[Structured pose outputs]
►
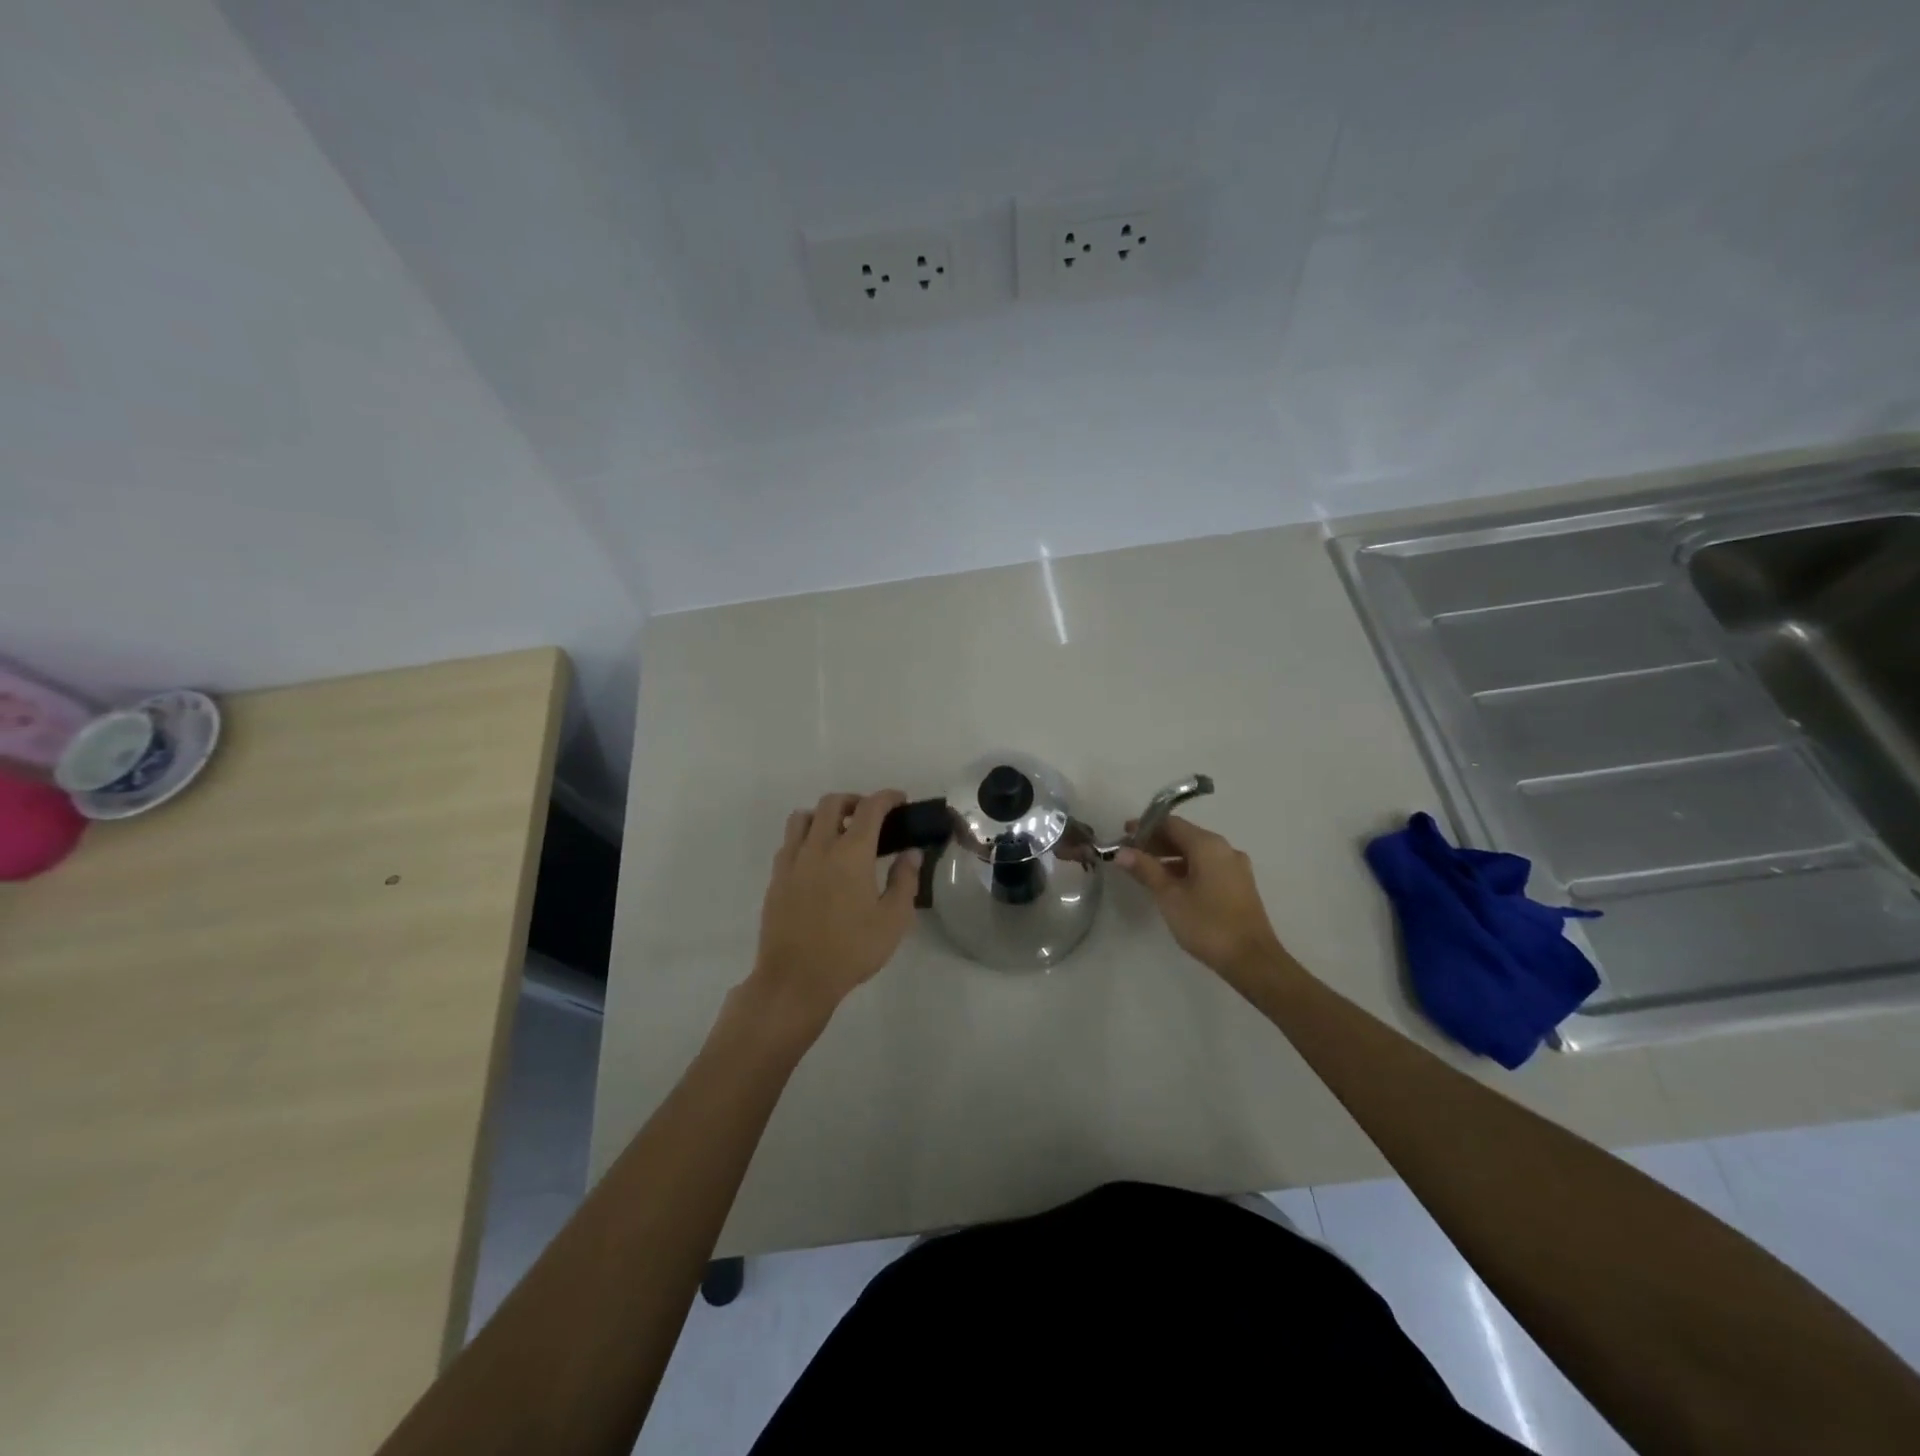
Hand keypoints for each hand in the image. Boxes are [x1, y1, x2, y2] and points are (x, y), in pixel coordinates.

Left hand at [747, 790, 921, 1030]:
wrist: (795, 979)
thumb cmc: (851, 950)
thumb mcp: (893, 920)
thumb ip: (904, 881)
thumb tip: (911, 853)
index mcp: (851, 853)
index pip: (870, 808)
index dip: (887, 797)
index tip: (899, 800)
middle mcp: (819, 847)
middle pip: (832, 804)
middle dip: (854, 801)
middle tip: (870, 816)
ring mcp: (792, 861)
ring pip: (803, 818)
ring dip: (823, 815)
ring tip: (838, 833)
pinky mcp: (776, 879)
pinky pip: (789, 843)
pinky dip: (805, 838)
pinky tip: (816, 860)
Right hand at [1117, 816, 1288, 984]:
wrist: (1252, 960)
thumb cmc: (1207, 924)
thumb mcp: (1169, 896)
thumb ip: (1145, 869)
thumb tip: (1121, 851)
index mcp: (1208, 845)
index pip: (1171, 823)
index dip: (1145, 827)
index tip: (1123, 836)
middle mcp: (1224, 849)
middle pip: (1184, 835)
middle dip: (1156, 842)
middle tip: (1130, 855)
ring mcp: (1235, 867)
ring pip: (1196, 852)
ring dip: (1170, 857)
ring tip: (1146, 872)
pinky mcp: (1239, 885)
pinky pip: (1207, 866)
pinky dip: (1186, 868)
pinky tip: (1171, 886)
◄
[What you will do] Pictures do not go in the copy; print every entry exactly as it stands.

[Task solution]
Hand keypoints for each hand in the image. Boxes are [x1, y1, x2, y2] and points are (x, y), in pixel coordinates.

Left hand at [747, 790, 921, 1030]:
wrist: (795, 979)
thumb cmc: (851, 950)
thumb mcp: (893, 920)
thumb ip: (904, 881)
thumb tip: (911, 853)
index mcp: (851, 853)
index pip: (870, 808)
index dip: (887, 797)
index tip: (899, 800)
middle mcp: (819, 847)
middle pip: (832, 804)
middle dip: (854, 801)
middle tip: (870, 816)
ring mcp: (792, 861)
ring pip: (803, 818)
ring dip: (823, 815)
ring tip: (838, 833)
pinky mcp: (776, 879)
pinky pip: (789, 843)
pinky dip: (805, 838)
pinky tip: (816, 860)
Right hand at [1117, 816, 1288, 984]:
wrist: (1252, 960)
thumb cmc: (1207, 924)
thumb mcp: (1169, 896)
thumb ip: (1145, 869)
thumb tip: (1121, 851)
index mcp: (1208, 845)
index pip: (1171, 823)
index dip: (1145, 827)
index tip: (1123, 836)
middle mcp: (1224, 849)
middle pip: (1184, 835)
middle dip: (1156, 842)
middle tip: (1130, 855)
ring mcp: (1235, 867)
ring pip: (1196, 852)
ring dip: (1170, 857)
ring tip: (1146, 872)
pinky mcp: (1239, 885)
pinky pip: (1207, 866)
pinky dip: (1186, 868)
pinky tip: (1171, 886)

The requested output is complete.